Please retype the data below line for line and leave out every picture.

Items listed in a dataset
• • •
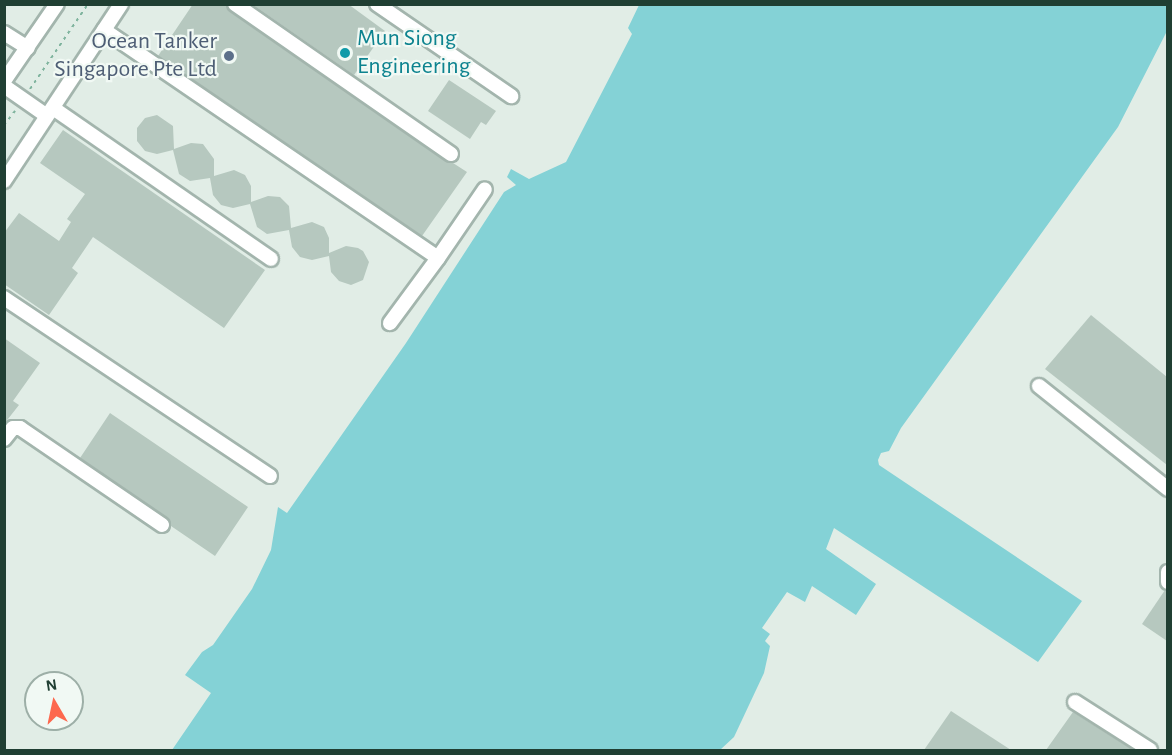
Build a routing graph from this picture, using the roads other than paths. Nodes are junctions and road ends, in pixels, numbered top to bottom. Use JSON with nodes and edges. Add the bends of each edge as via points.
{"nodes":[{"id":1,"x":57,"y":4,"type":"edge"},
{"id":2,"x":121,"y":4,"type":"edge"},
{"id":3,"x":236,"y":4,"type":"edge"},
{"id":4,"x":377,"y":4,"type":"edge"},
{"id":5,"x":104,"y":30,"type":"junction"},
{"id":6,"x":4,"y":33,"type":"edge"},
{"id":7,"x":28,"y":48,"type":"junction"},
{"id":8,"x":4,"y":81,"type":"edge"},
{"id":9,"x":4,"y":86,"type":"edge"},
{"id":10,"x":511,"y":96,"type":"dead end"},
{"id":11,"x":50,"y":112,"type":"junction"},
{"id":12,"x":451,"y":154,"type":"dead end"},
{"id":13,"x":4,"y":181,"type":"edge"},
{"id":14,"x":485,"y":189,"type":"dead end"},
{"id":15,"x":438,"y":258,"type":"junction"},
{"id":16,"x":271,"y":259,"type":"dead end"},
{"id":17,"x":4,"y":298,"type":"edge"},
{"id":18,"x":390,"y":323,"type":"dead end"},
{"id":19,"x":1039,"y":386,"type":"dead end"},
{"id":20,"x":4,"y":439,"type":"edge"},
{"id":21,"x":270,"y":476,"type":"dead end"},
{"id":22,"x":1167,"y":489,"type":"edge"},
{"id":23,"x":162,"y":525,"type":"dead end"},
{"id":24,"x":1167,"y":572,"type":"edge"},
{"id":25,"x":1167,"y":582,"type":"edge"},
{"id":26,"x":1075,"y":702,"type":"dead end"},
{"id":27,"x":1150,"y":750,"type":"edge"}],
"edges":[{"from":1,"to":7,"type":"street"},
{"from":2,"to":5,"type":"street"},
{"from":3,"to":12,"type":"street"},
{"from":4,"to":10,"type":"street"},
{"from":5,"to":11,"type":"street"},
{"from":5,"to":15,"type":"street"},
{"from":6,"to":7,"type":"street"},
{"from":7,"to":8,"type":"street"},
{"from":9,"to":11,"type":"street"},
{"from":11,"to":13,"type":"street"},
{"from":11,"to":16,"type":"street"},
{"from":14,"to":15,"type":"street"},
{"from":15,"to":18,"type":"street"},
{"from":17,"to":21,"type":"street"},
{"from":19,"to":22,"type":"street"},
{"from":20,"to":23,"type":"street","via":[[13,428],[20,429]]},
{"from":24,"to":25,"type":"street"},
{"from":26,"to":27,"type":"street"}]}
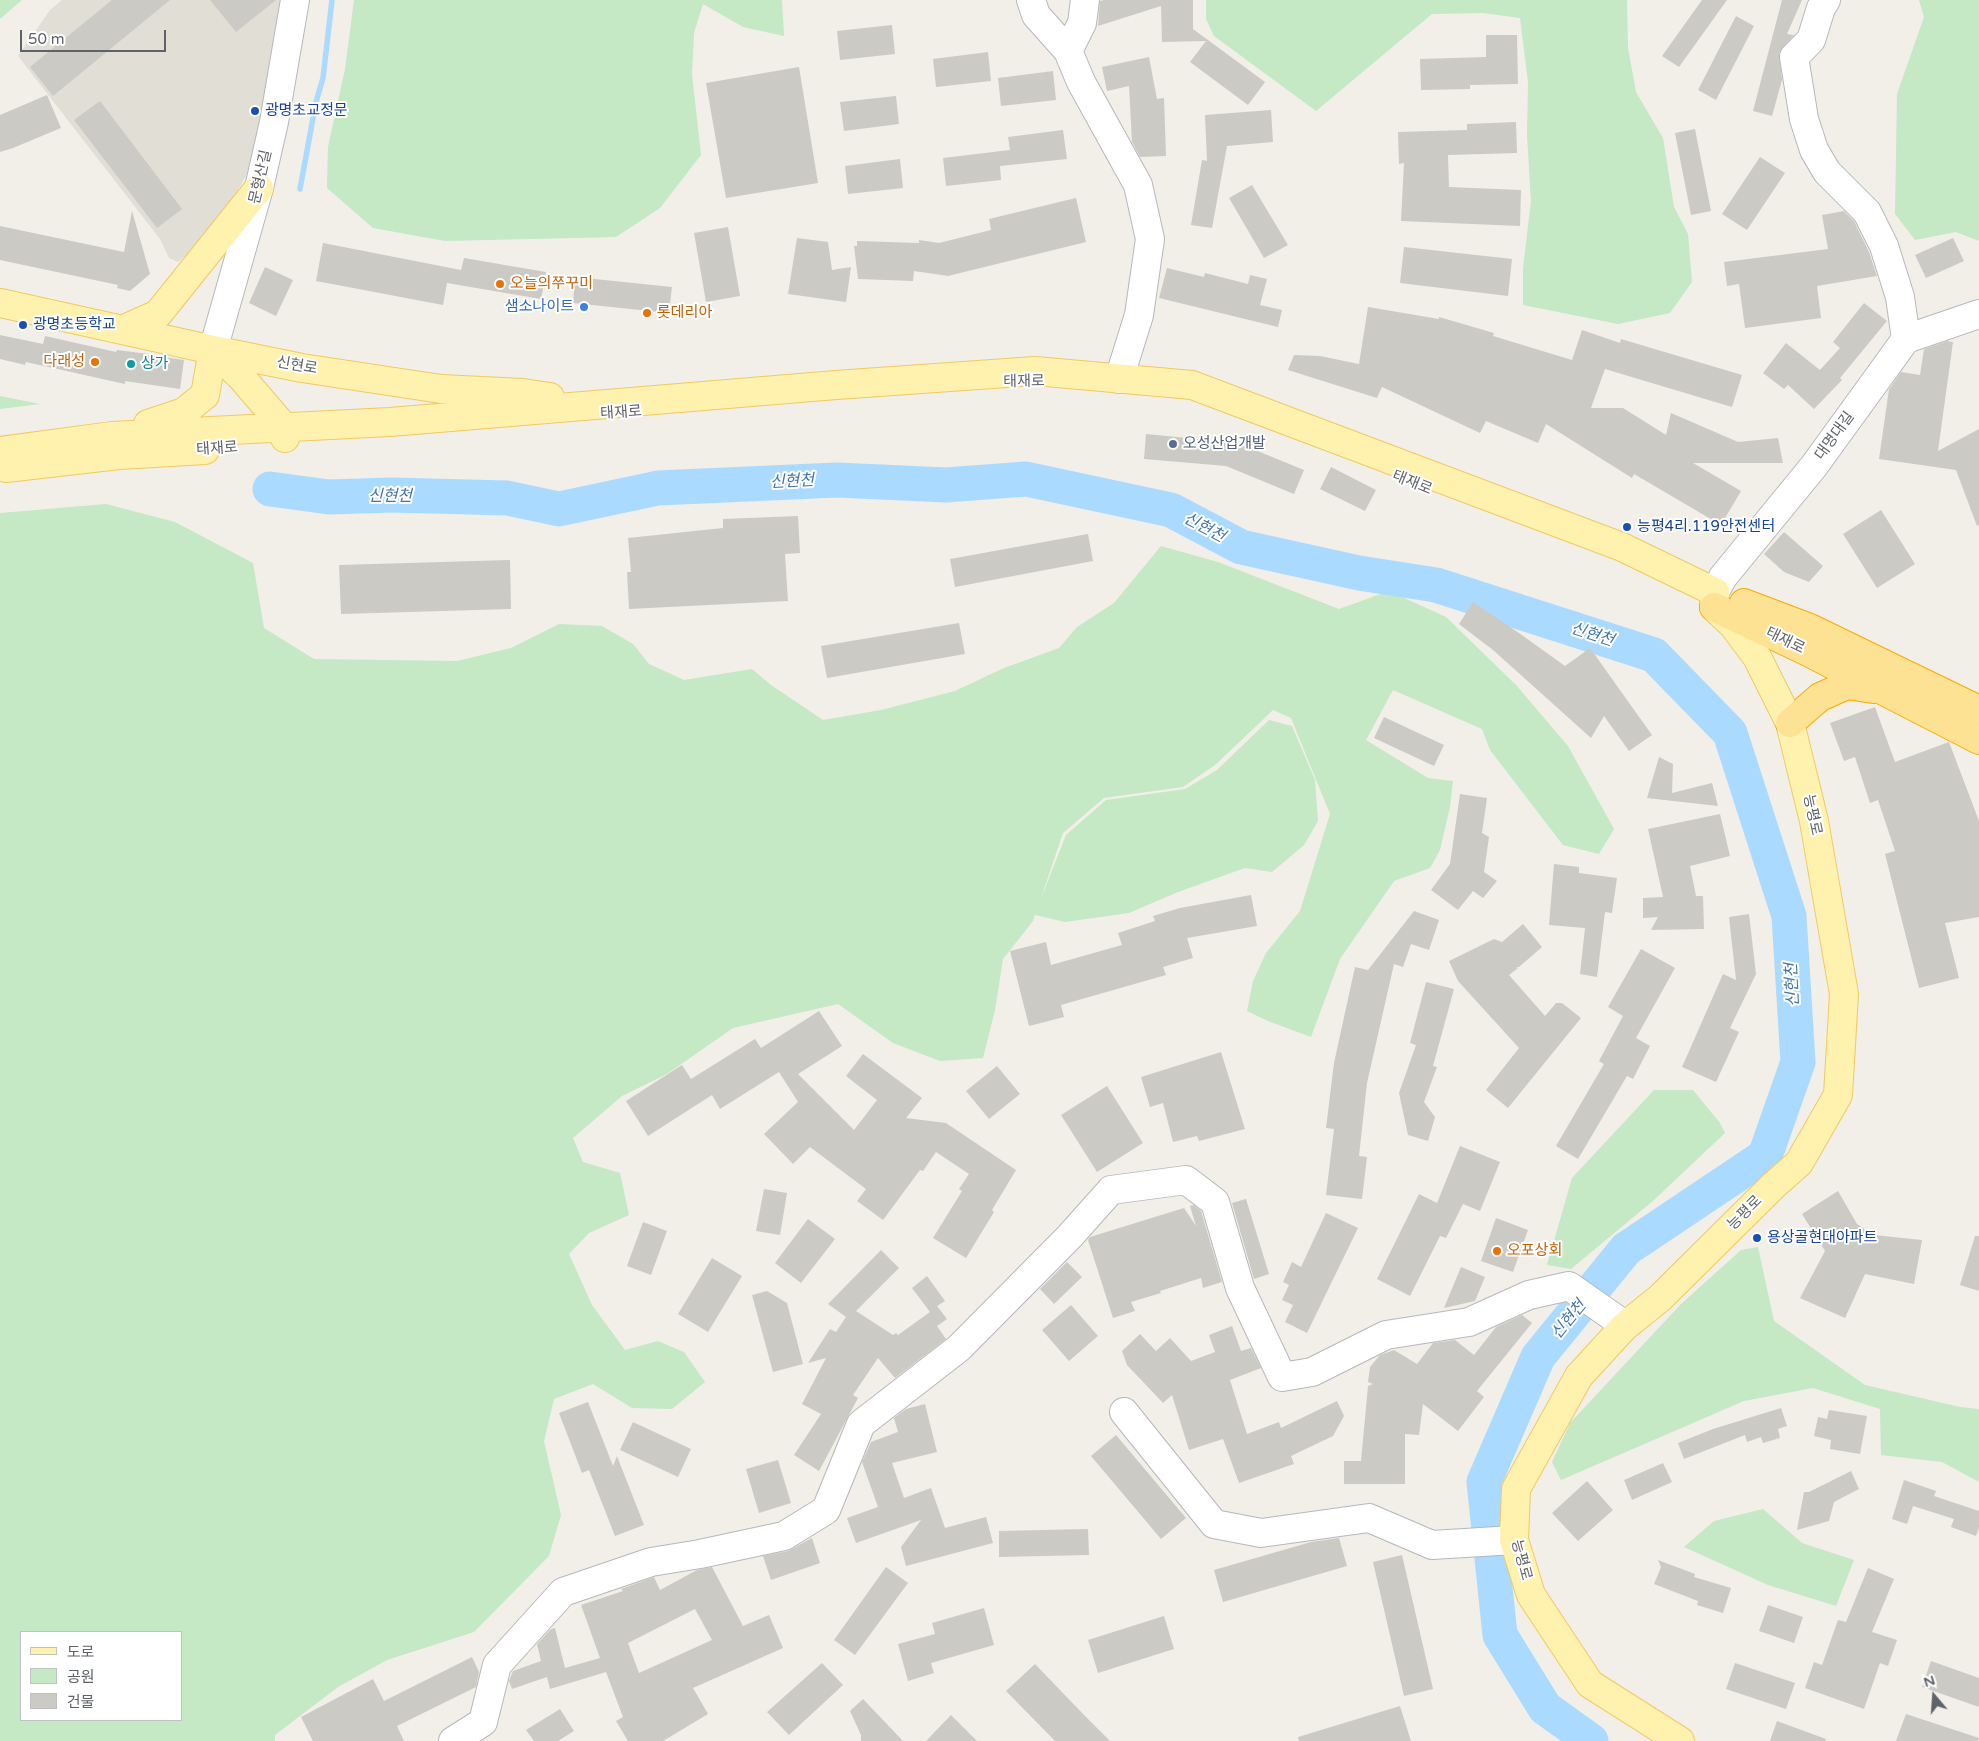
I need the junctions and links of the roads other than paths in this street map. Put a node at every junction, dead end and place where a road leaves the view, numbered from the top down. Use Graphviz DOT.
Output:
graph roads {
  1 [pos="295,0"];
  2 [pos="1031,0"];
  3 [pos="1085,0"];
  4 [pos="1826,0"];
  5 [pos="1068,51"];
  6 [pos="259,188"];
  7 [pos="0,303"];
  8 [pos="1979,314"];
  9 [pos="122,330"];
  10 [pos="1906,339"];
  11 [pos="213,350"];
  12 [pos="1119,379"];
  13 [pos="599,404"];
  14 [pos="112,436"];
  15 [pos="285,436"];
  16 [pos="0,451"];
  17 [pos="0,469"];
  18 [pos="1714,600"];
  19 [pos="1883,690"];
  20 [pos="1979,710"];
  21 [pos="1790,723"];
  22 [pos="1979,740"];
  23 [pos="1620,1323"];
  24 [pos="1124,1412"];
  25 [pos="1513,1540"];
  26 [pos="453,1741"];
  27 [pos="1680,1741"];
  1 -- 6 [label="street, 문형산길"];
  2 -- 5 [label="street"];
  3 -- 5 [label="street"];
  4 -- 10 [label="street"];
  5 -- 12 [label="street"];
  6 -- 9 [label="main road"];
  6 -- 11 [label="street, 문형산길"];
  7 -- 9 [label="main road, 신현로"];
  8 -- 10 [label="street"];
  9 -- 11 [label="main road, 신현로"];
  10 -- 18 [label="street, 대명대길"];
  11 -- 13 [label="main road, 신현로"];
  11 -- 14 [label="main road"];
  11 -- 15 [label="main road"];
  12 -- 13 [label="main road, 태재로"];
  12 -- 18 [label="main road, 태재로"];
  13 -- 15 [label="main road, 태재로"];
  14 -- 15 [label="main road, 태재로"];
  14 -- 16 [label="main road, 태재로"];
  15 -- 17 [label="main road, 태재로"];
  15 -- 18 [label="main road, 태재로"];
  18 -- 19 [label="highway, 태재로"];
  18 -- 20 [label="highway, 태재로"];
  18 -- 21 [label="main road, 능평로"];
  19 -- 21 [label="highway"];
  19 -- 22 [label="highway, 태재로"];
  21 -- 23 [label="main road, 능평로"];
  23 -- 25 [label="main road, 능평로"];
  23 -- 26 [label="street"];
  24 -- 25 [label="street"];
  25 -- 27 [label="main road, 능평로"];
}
• • •
▶ Expected answer:
Build a routing graph from this picture, using the roads other than paths. Nodes are junctions and road ends, in pixels, numbered top to bottom. Use JSON with nodes and edges. Add the bends of each edge as via points.
{"nodes":[{"id":1,"x":57,"y":4,"type":"edge"},
{"id":2,"x":121,"y":4,"type":"edge"},
{"id":3,"x":236,"y":4,"type":"edge"},
{"id":4,"x":377,"y":4,"type":"edge"},
{"id":5,"x":104,"y":30,"type":"junction"},
{"id":6,"x":4,"y":33,"type":"edge"},
{"id":7,"x":28,"y":48,"type":"junction"},
{"id":8,"x":4,"y":81,"type":"edge"},
{"id":9,"x":4,"y":86,"type":"edge"},
{"id":10,"x":511,"y":96,"type":"dead end"},
{"id":11,"x":50,"y":112,"type":"junction"},
{"id":12,"x":451,"y":154,"type":"dead end"},
{"id":13,"x":4,"y":181,"type":"edge"},
{"id":14,"x":485,"y":189,"type":"dead end"},
{"id":15,"x":438,"y":258,"type":"junction"},
{"id":16,"x":271,"y":259,"type":"dead end"},
{"id":17,"x":4,"y":298,"type":"edge"},
{"id":18,"x":390,"y":323,"type":"dead end"},
{"id":19,"x":1039,"y":386,"type":"dead end"},
{"id":20,"x":4,"y":439,"type":"edge"},
{"id":21,"x":270,"y":476,"type":"dead end"},
{"id":22,"x":1167,"y":489,"type":"edge"},
{"id":23,"x":162,"y":525,"type":"dead end"},
{"id":24,"x":1167,"y":572,"type":"edge"},
{"id":25,"x":1167,"y":582,"type":"edge"},
{"id":26,"x":1075,"y":702,"type":"dead end"},
{"id":27,"x":1150,"y":750,"type":"edge"}],
"edges":[{"from":1,"to":7,"type":"street"},
{"from":2,"to":5,"type":"street"},
{"from":3,"to":12,"type":"street"},
{"from":4,"to":10,"type":"street"},
{"from":5,"to":11,"type":"street"},
{"from":5,"to":15,"type":"street"},
{"from":6,"to":7,"type":"street"},
{"from":7,"to":8,"type":"street"},
{"from":9,"to":11,"type":"street"},
{"from":11,"to":13,"type":"street"},
{"from":11,"to":16,"type":"street"},
{"from":14,"to":15,"type":"street"},
{"from":15,"to":18,"type":"street"},
{"from":17,"to":21,"type":"street"},
{"from":19,"to":22,"type":"street"},
{"from":20,"to":23,"type":"street","via":[[13,428],[20,429]]},
{"from":24,"to":25,"type":"street"},
{"from":26,"to":27,"type":"street"}]}
I need the junctions and links of the roads other than paths in this street map. Put a node at every junction, dead end and place where a road leaves the view, numbered from the top down. Use Graphviz DOT.
Output:
graph roads {
  1 [pos="295,0"];
  2 [pos="1031,0"];
  3 [pos="1085,0"];
  4 [pos="1826,0"];
  5 [pos="1068,51"];
  6 [pos="259,188"];
  7 [pos="0,303"];
  8 [pos="1979,314"];
  9 [pos="122,330"];
  10 [pos="1906,339"];
  11 [pos="213,350"];
  12 [pos="1119,379"];
  13 [pos="599,404"];
  14 [pos="112,436"];
  15 [pos="285,436"];
  16 [pos="0,451"];
  17 [pos="0,469"];
  18 [pos="1714,600"];
  19 [pos="1883,690"];
  20 [pos="1979,710"];
  21 [pos="1790,723"];
  22 [pos="1979,740"];
  23 [pos="1620,1323"];
  24 [pos="1124,1412"];
  25 [pos="1513,1540"];
  26 [pos="453,1741"];
  27 [pos="1680,1741"];
  1 -- 6 [label="street, 문형산길"];
  2 -- 5 [label="street"];
  3 -- 5 [label="street"];
  4 -- 10 [label="street"];
  5 -- 12 [label="street"];
  6 -- 9 [label="main road"];
  6 -- 11 [label="street, 문형산길"];
  7 -- 9 [label="main road, 신현로"];
  8 -- 10 [label="street"];
  9 -- 11 [label="main road, 신현로"];
  10 -- 18 [label="street, 대명대길"];
  11 -- 13 [label="main road, 신현로"];
  11 -- 14 [label="main road"];
  11 -- 15 [label="main road"];
  12 -- 13 [label="main road, 태재로"];
  12 -- 18 [label="main road, 태재로"];
  13 -- 15 [label="main road, 태재로"];
  14 -- 15 [label="main road, 태재로"];
  14 -- 16 [label="main road, 태재로"];
  15 -- 17 [label="main road, 태재로"];
  15 -- 18 [label="main road, 태재로"];
  18 -- 19 [label="highway, 태재로"];
  18 -- 20 [label="highway, 태재로"];
  18 -- 21 [label="main road, 능평로"];
  19 -- 21 [label="highway"];
  19 -- 22 [label="highway, 태재로"];
  21 -- 23 [label="main road, 능평로"];
  23 -- 25 [label="main road, 능평로"];
  23 -- 26 [label="street"];
  24 -- 25 [label="street"];
  25 -- 27 [label="main road, 능평로"];
}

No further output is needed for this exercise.